Tumor Lysis Syndrome

(J Clin Oncol 2008;26(16):2767)

• Pathophysiology: Rapid lysis of tumor cells → release of intracellular contents into bloodstream → phosphorus, potassium, uric acid → renal failure, ↓ Ca2+; typically occurs 12–72 h after therapy starts (may occur at presentation).
  
• More common in tumors with high proliferative rate, large volume, or sensitive to chemotherapy (NHL, ALL, AML, especially acute monocytic leukemia)
  
• Prevention: Aggressive hydration with or without diuresis is fundamental
  
  
  
  • High risk: Rasburicase (recombinant urate oxidase)
    
  • Intermediate risk: Allopurinol
    
  • Low risk: Watch and wait
    
  • Alkalinization is currently not recommended
  
  
• Management
  
  
  
  • Hyperuricemia: Hydration 2–3L/m2/day (200 mL/kg/day if wt <10 kg) with D5 ¼ NS + rasburicase (contraindicated in G6PD deficiency).
    
  • Hyperphosphatemia: Aluminum hydroxide, dialysis (severe case).
    
  • Hyperkalemia and hypocalcemia: See Chapter 15.

Spinal Cord Compression

(Cancer Treatment Rev 1993;19:129)

• History: Local or radicular pain in 80%, lower extremity weakness or numbness, bowel or bladder incontinence
  
• Tumors: Sarcomas, NBL, germ cell tumors, lymphoma, leukemia, leptomeningeal spread (drop metastases) from CNS tumors
  
• Evaluation: Emergent MRI of the spine (CT myelography if MRI is unavailable)
  
• Management
  
  
  
  • Rapidly progressing or exam with anatomic level of dysfunction: Dexamethasone 1–2 mg/kg IV once
    
  • Child with or possible dx of cancer: Dexamethasone 0.25–0.5 mg/kg PO Q6h
    
  • Definitive therapy: Emergent spinal decompression (laminectomy), radiation, chemotherapy (see figure below)

Anaphylaxis with Chemotherapy

Hyperleukocytosis

• Definition: WBC >100,000 (risk of clinical complications increases with ↑ WBC)
  
• Pathogenesis: ↑ Blood viscosity → leukostasis caused by ↑ adherence → causes CNS hemorrhage or thrombosis, pulmonary leukostasis, tumor lysis → sx depend on location of leukostasis
  
• Management: Hydration, monitor WBC, monitor and tx for tumor lysis; initiate definitive tx for tumor; consider exchange transfusion or leukapheresis for the following groups:
  
  
  
  • Age < 2yr: WBC >100,000 cells/mm3
    
  • Child with ALL: WBC >200,000 cells/mm3 with symptoms or >400,000 cells/mm3 without symptoms
    
  • Child with AML (M4/M5): WBC >150,000 cells/mm3
    
  • Child with all other AML: WBC >200,000 cells/mm3 with symptoms or >300,000 cells/mm3 without symptoms

• Etiology: Chemotherapy induced (anticipatory also common), radiation induced, disease induced (eg, brain tumors, CNS leukemia, constipation), drug induced (Cancer J 2008;14(2):85)

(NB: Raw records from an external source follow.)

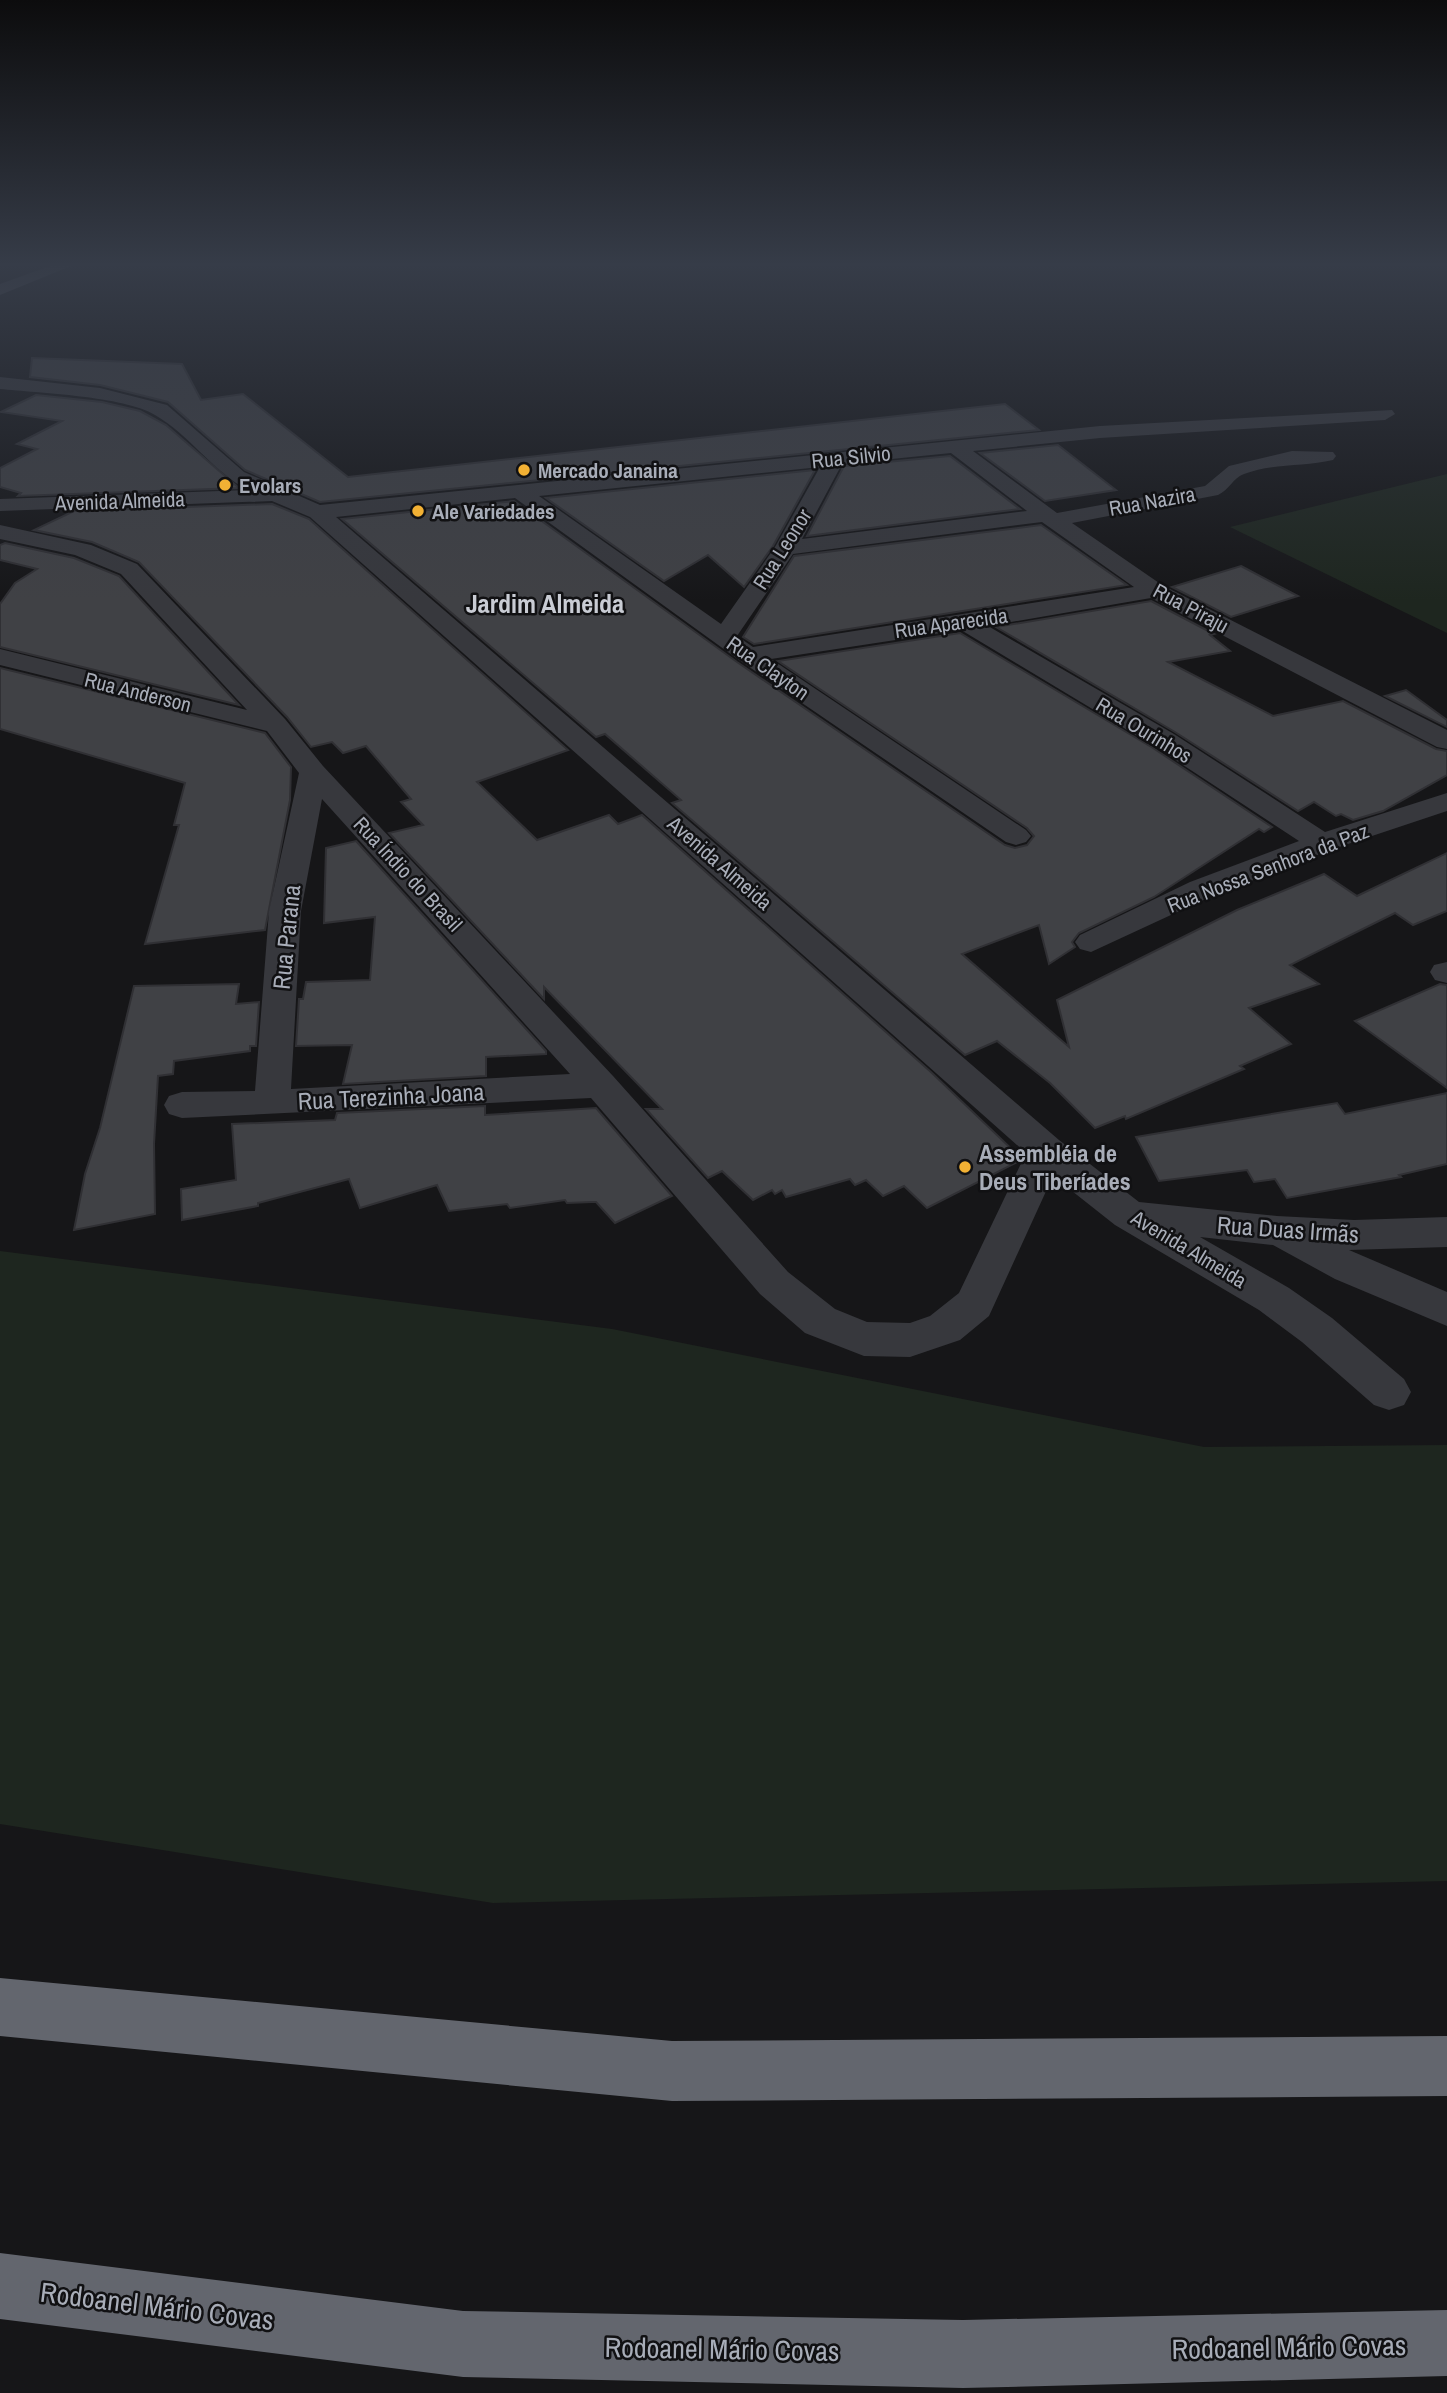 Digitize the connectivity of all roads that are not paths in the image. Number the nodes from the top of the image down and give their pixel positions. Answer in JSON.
{"nodes":[{"id":1,"x":5,"y":392,"type":"edge"},
{"id":2,"x":1385,"y":414,"type":"dead end"},
{"id":3,"x":954,"y":446,"type":"junction"},
{"id":4,"x":1326,"y":456,"type":"dead end"},
{"id":5,"x":835,"y":458,"type":"junction"},
{"id":6,"x":523,"y":494,"type":"junction"},
{"id":7,"x":275,"y":495,"type":"junction"},
{"id":8,"x":0,"y":505,"type":"edge"},
{"id":9,"x":318,"y":512,"type":"junction"},
{"id":10,"x":1049,"y":517,"type":"junction"},
{"id":11,"x":0,"y":532,"type":"edge"},
{"id":12,"x":786,"y":548,"type":"junction"},
{"id":13,"x":1154,"y":590,"type":"junction"},
{"id":14,"x":963,"y":621,"type":"junction"},
{"id":15,"x":724,"y":637,"type":"junction"},
{"id":16,"x":748,"y":655,"type":"junction"},
{"id":17,"x":0,"y":657,"type":"edge"},
{"id":18,"x":276,"y":725,"type":"junction"},
{"id":19,"x":1447,"y":741,"type":"edge"},
{"id":20,"x":313,"y":772,"type":"junction"},
{"id":21,"x":1447,"y":802,"type":"edge"},
{"id":22,"x":1016,"y":836,"type":"dead end"},
{"id":23,"x":1322,"y":843,"type":"junction"},
{"id":24,"x":1091,"y":942,"type":"dead end"},
{"id":25,"x":600,"y":1085,"type":"junction"},
{"id":26,"x":272,"y":1103,"type":"junction"},
{"id":27,"x":182,"y":1105,"type":"dead end"},
{"id":28,"x":1046,"y":1150,"type":"junction"},
{"id":29,"x":1129,"y":1215,"type":"junction"},
{"id":30,"x":1277,"y":1231,"type":"junction"},
{"id":31,"x":1447,"y":1232,"type":"edge"},
{"id":32,"x":1447,"y":1310,"type":"edge"},
{"id":33,"x":1389,"y":1392,"type":"dead end"},
{"id":34,"x":0,"y":2007,"type":"edge"},
{"id":35,"x":1447,"y":2066,"type":"edge"},
{"id":36,"x":0,"y":2286,"type":"edge"},
{"id":37,"x":1447,"y":2343,"type":"edge"}],
"edges":[{"from":1,"to":7,"type":"street"},
{"from":2,"to":3,"type":"street","name":"Rua Silvio"},
{"from":3,"to":5,"type":"street","name":"Rua Silvio"},
{"from":3,"to":10,"type":"street","name":"Rua Piraju"},
{"from":4,"to":10,"type":"street","name":"Rua Nazira"},
{"from":5,"to":6,"type":"street","name":"Rua Silvio"},
{"from":5,"to":12,"type":"street","name":"Rua Leonor"},
{"from":6,"to":9,"type":"street","name":"Rua Silvio"},
{"from":6,"to":15,"type":"street","name":"Rua Clayton"},
{"from":7,"to":8,"type":"street","name":"Avenida Almeida"},
{"from":7,"to":9,"type":"street","name":"Avenida Almeida"},
{"from":9,"to":28,"type":"street","name":"Avenida Almeida"},
{"from":10,"to":12,"type":"street","name":"Rua Nazira"},
{"from":10,"to":13,"type":"street","name":"Rua Piraju"},
{"from":11,"to":18,"type":"street","name":"Rua Índio do Brasil"},
{"from":12,"to":15,"type":"street","name":"Rua Leonor"},
{"from":13,"to":14,"type":"street","name":"Rua Aparecida"},
{"from":13,"to":19,"type":"street","name":"Rua Piraju"},
{"from":14,"to":16,"type":"street","name":"Rua Aparecida"},
{"from":14,"to":23,"type":"street","name":"Rua Ourinhos"},
{"from":15,"to":16,"type":"street","name":"Rua Clayton"},
{"from":16,"to":22,"type":"street","name":"Rua Clayton"},
{"from":17,"to":18,"type":"street","name":"Rua Anderson"},
{"from":18,"to":20,"type":"street","name":"Rua Índio do Brasil"},
{"from":20,"to":25,"type":"street","name":"Rua Índio do Brasil"},
{"from":20,"to":26,"type":"street","name":"Rua Parana"},
{"from":21,"to":23,"type":"street","name":"Rua Nossa Senhora da Paz"},
{"from":23,"to":24,"type":"street","name":"Rua Nossa Senhora da Paz"},
{"from":25,"to":26,"type":"street","name":"Rua Terezinha Joana"},
{"from":25,"to":28,"type":"street","name":"Rua Índio do Brasil"},
{"from":26,"to":27,"type":"street","name":"Rua Terezinha Joana"},
{"from":28,"to":29,"type":"street","name":"Avenida Almeida"},
{"from":29,"to":30,"type":"street","name":"Rua Duas Irmãs"},
{"from":29,"to":33,"type":"street","name":"Avenida Almeida"},
{"from":30,"to":31,"type":"street","name":"Rua Duas Irmãs"},
{"from":30,"to":32,"type":"street"},
{"from":34,"to":35,"type":"highway"},
{"from":36,"to":37,"type":"highway","name":"Rodoanel Mário Covas"}]}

• Treatment: Antiemetic drugs and nonpharmacologic approach (see table below)

• Etiology: r/o viral stomatitis; cytotoxic damage by chemotherapy or radiation of oral mucosa or GI tract; local immune activity and bacterial colonization may be associated.
  
• Clinical presentation: Pain and ulceration, which lead to infection and ↓ oral intake.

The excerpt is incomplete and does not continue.